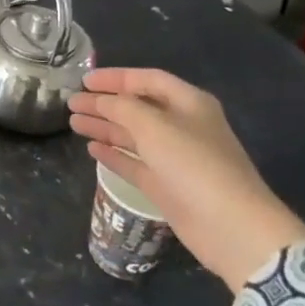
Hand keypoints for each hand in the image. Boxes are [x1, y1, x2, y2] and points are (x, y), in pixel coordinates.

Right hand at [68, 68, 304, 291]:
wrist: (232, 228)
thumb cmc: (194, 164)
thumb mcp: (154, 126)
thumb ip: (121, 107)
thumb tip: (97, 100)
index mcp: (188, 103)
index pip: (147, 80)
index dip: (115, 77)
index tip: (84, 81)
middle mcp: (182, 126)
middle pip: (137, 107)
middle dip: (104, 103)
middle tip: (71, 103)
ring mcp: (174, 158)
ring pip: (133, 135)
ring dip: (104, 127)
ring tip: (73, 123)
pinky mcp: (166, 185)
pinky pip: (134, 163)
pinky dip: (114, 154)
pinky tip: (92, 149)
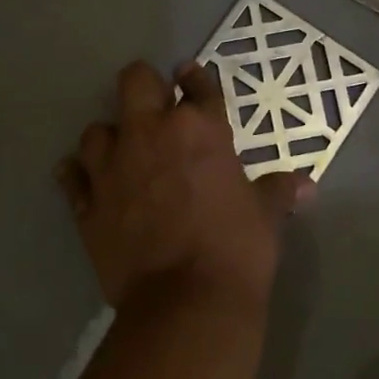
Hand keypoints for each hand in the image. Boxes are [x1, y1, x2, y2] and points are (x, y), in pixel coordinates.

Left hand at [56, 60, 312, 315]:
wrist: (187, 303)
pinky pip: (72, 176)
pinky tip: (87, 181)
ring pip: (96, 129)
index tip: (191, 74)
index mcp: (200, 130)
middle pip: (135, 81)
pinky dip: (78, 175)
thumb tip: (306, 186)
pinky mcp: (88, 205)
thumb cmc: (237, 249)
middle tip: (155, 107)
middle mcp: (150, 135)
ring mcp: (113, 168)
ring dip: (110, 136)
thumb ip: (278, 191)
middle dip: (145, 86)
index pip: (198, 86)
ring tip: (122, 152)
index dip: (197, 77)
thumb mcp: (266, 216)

◆ ◆ ◆ ◆ ◆

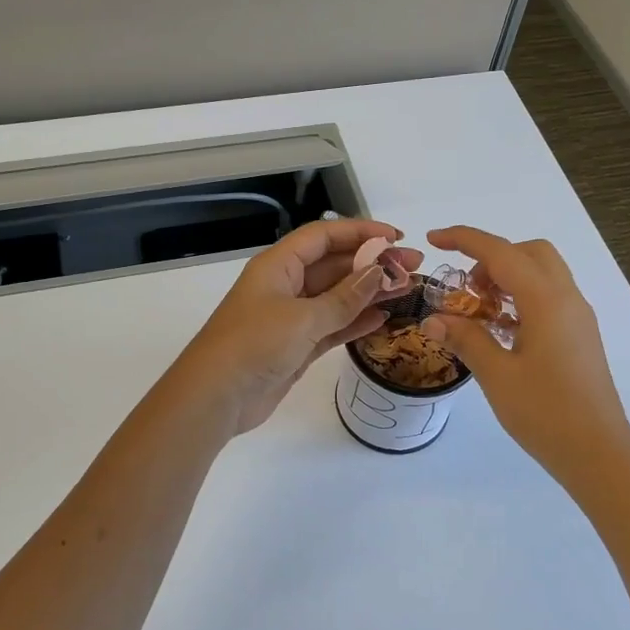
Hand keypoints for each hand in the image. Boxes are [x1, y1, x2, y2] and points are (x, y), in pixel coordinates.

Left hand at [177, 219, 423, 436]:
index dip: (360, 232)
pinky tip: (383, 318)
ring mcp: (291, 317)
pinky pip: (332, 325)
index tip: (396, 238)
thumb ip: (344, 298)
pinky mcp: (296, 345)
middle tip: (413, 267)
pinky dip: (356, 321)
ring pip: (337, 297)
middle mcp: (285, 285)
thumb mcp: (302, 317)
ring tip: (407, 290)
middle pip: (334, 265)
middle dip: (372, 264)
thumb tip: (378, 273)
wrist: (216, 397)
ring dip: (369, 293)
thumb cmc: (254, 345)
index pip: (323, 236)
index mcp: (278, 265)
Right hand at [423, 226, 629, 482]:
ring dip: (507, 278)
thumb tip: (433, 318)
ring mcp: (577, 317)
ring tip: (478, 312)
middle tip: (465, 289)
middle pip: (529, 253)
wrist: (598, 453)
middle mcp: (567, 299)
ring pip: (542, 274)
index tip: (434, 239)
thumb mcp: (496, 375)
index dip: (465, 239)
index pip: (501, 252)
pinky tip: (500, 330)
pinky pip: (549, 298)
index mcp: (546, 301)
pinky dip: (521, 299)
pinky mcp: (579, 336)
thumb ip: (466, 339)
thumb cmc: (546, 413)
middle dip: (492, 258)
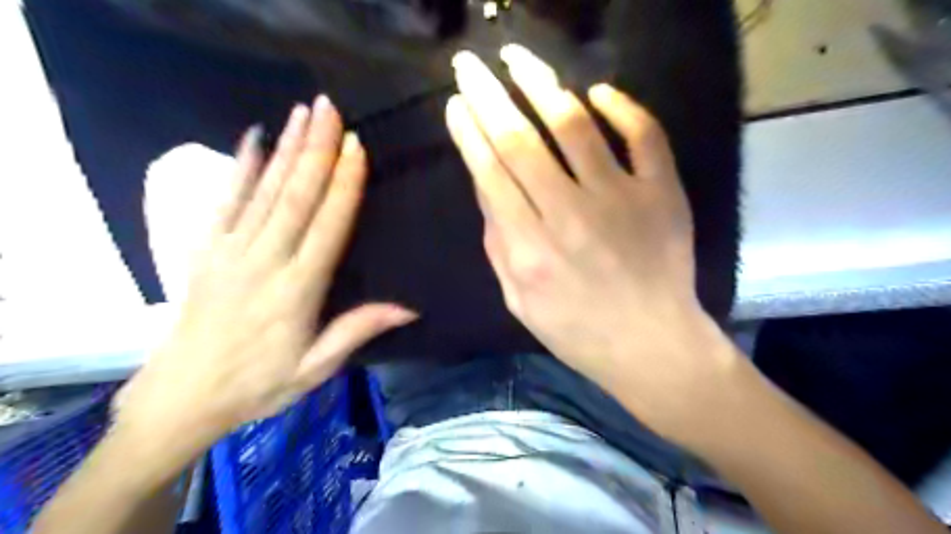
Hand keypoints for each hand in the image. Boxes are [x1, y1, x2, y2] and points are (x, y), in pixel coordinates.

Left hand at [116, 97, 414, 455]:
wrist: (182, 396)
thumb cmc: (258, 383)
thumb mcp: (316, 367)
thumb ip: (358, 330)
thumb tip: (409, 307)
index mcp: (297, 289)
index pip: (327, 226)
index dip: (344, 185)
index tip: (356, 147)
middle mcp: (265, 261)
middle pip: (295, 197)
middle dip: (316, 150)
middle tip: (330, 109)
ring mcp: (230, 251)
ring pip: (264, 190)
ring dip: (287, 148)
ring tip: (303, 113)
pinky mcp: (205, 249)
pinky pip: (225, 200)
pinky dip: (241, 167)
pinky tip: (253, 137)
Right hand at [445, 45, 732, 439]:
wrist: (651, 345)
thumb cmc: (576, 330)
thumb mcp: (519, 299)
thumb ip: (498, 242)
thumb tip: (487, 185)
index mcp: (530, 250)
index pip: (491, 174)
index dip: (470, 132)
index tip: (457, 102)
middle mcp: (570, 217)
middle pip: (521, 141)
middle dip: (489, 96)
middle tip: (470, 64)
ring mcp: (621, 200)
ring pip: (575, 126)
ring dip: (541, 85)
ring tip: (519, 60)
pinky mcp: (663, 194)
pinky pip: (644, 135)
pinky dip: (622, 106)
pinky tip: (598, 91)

◆ ◆ ◆ ◆ ◆

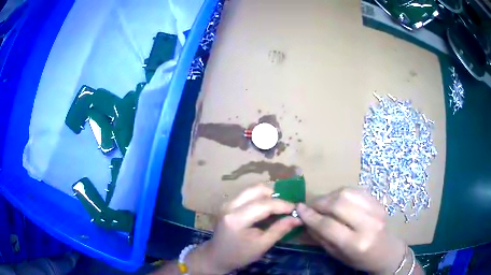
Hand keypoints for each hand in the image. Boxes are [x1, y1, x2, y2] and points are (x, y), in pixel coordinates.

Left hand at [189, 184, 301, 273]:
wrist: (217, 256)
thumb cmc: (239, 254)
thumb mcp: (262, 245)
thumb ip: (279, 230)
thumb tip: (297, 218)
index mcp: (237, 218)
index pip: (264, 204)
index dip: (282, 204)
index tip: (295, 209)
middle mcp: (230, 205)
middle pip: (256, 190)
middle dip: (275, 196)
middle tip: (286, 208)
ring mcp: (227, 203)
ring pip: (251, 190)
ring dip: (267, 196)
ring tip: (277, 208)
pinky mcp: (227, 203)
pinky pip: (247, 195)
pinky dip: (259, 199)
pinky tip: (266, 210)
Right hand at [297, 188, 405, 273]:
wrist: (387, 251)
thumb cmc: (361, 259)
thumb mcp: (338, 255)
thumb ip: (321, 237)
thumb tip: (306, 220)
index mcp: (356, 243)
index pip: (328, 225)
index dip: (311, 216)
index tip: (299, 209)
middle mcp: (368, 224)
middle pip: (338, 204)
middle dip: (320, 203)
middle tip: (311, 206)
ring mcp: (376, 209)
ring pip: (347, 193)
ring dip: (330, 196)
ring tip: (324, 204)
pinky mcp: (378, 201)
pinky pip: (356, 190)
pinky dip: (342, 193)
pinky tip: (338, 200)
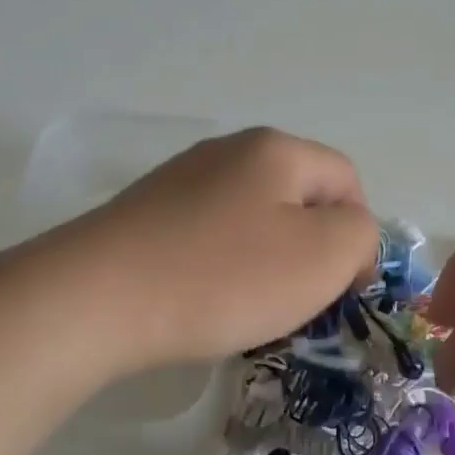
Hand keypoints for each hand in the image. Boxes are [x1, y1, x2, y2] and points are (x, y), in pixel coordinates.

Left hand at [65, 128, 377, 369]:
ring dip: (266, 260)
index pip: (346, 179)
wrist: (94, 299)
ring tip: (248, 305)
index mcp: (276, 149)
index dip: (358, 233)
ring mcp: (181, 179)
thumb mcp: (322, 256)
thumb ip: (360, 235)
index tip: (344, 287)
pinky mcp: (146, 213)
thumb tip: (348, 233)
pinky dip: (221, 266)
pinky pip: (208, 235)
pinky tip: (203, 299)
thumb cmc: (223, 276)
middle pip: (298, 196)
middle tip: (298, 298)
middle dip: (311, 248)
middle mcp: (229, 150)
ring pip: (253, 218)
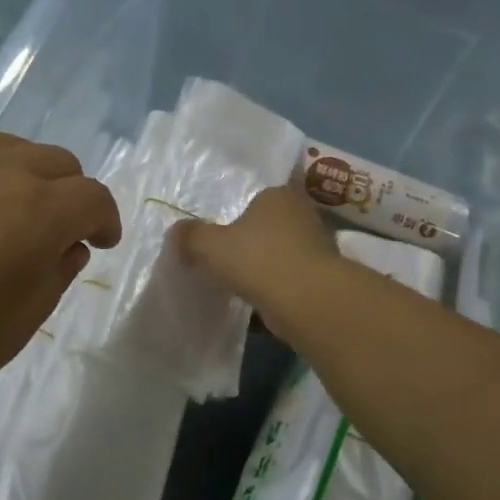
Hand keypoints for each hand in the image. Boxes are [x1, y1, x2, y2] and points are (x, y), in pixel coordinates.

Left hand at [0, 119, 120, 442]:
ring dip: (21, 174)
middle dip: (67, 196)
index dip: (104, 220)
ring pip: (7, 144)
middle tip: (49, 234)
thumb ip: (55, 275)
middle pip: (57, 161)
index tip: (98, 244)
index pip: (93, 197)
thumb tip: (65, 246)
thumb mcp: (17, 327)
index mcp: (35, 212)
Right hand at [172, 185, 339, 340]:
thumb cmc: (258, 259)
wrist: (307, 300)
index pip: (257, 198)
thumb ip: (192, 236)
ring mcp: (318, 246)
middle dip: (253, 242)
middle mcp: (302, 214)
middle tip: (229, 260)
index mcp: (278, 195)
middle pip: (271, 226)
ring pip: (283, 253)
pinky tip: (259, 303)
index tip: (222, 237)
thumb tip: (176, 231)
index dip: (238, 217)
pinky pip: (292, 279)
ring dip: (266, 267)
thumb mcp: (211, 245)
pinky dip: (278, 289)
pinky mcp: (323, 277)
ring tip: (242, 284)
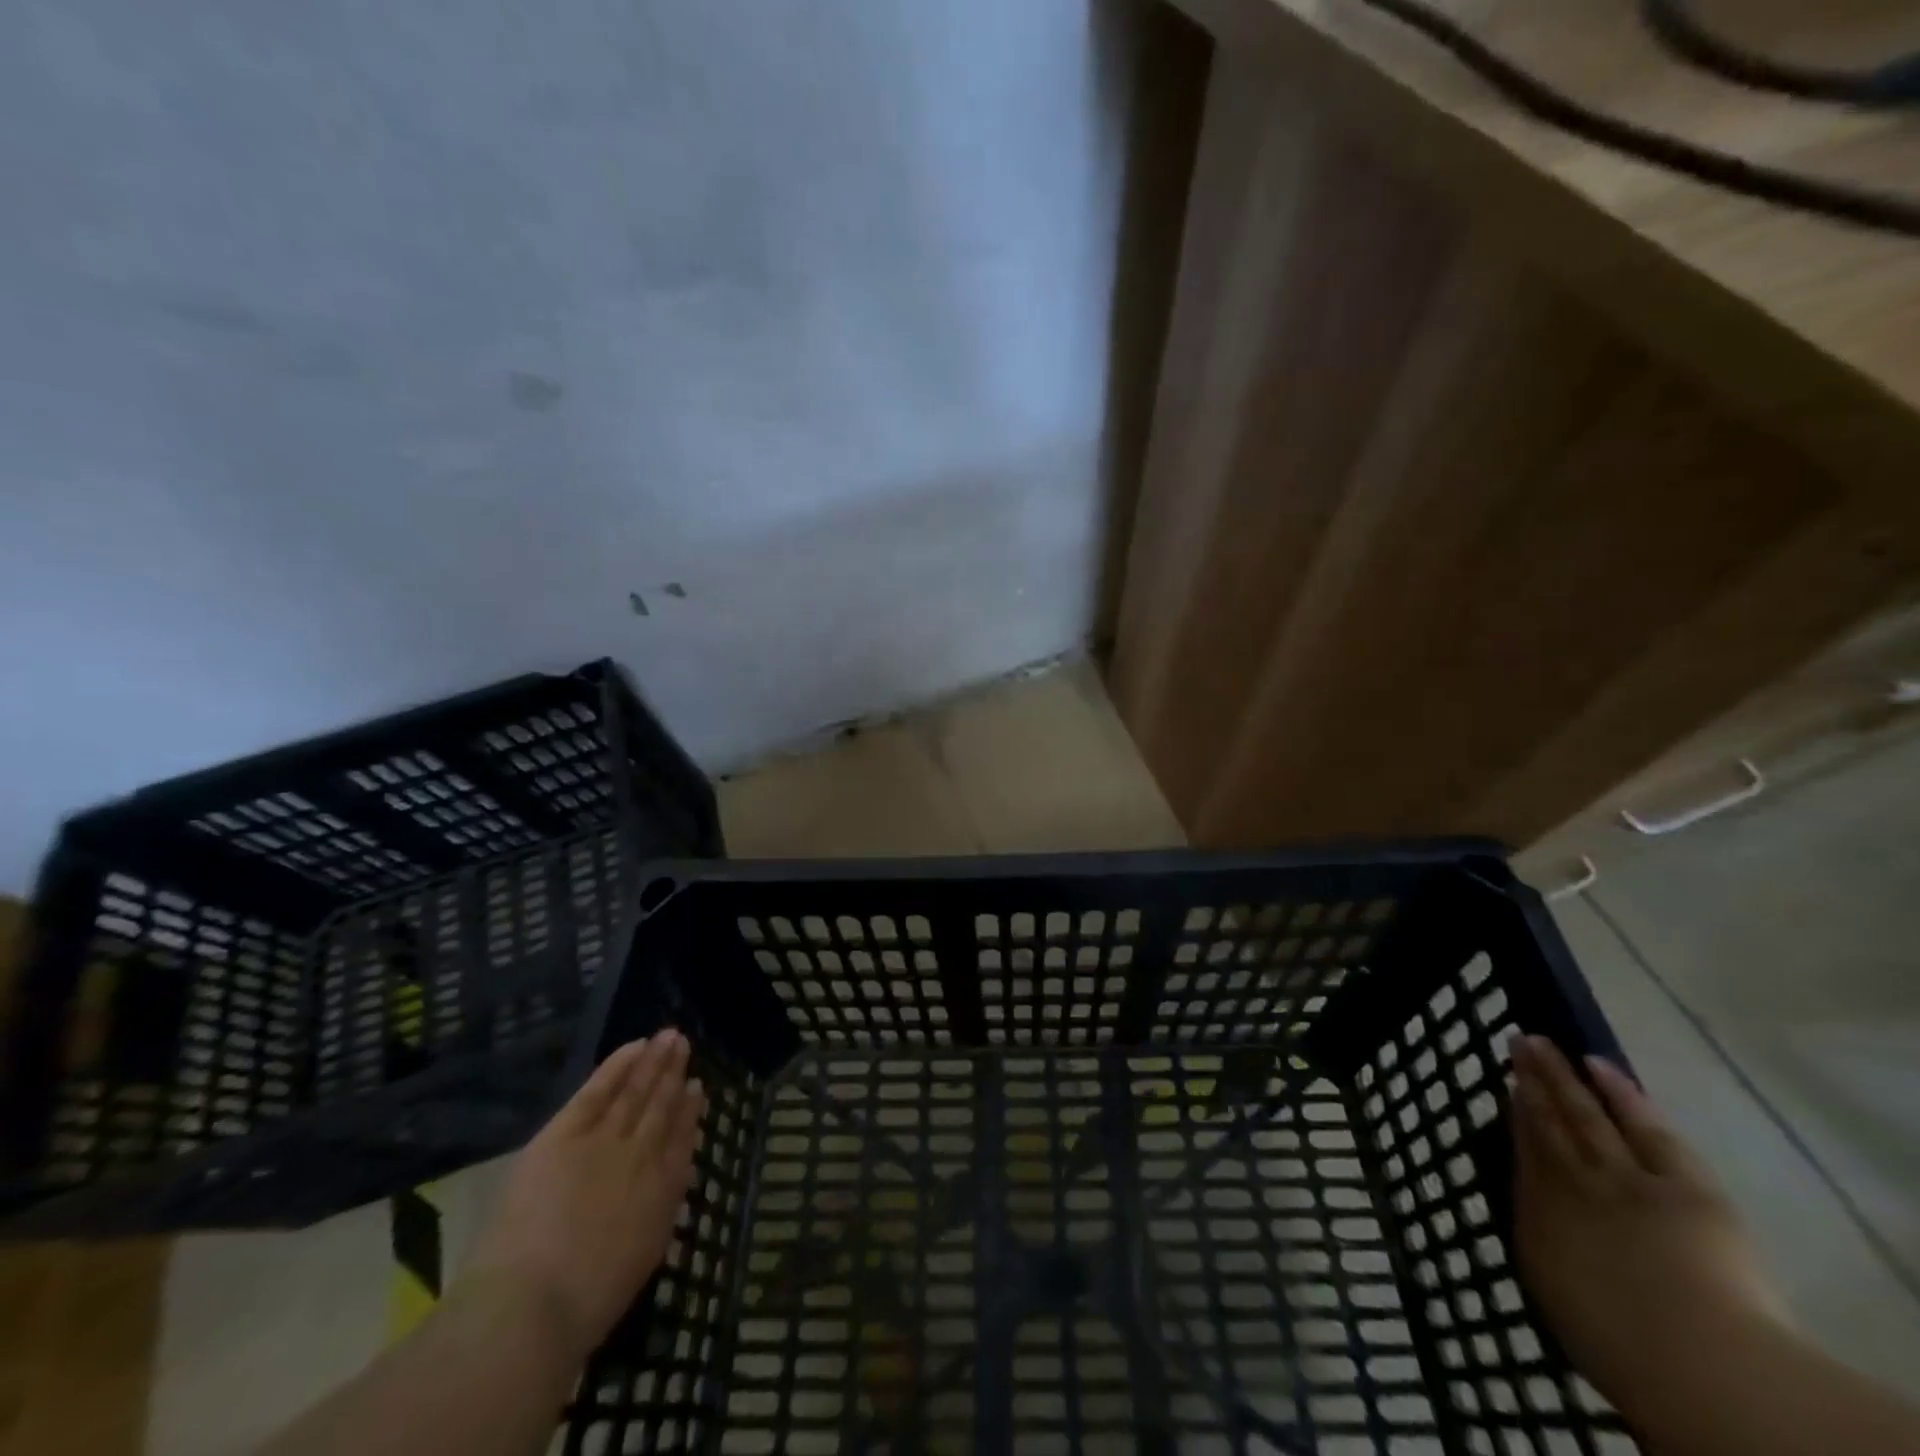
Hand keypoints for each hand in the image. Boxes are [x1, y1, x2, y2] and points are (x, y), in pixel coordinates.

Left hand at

◆ ◆ ◆ ◆ ◆

◆ **Brief**:
Starting at the line with "pinky mcp: (146, 213)" and finishing at the line with "thumb ip: (55, 275)", copy the material above exactly, both lines included. Nothing else goes in, and no pictures.

◆ **Response**:
pinky mcp: (146, 213)
thumb tip: (348, 233)
pinky dip: (221, 266)
pinky pip: (208, 235)
pinky tip: (203, 299)
thumb cmc: (223, 276)
middle pip: (298, 196)
middle tip: (298, 298)
middle dip: (311, 248)
middle mcp: (229, 150)
ring pip: (253, 218)
Hand keypoints for each hand in the image. Boxes are [x1, y1, x2, y2] and points are (x, y), in pixel coordinates.

Left hand at [0, 119, 120, 442]:
ring dip: (21, 174)
middle dip: (67, 196)
index dip: (104, 220)
ring pip: (7, 144)
middle tip: (49, 234)
thumb ip: (55, 275)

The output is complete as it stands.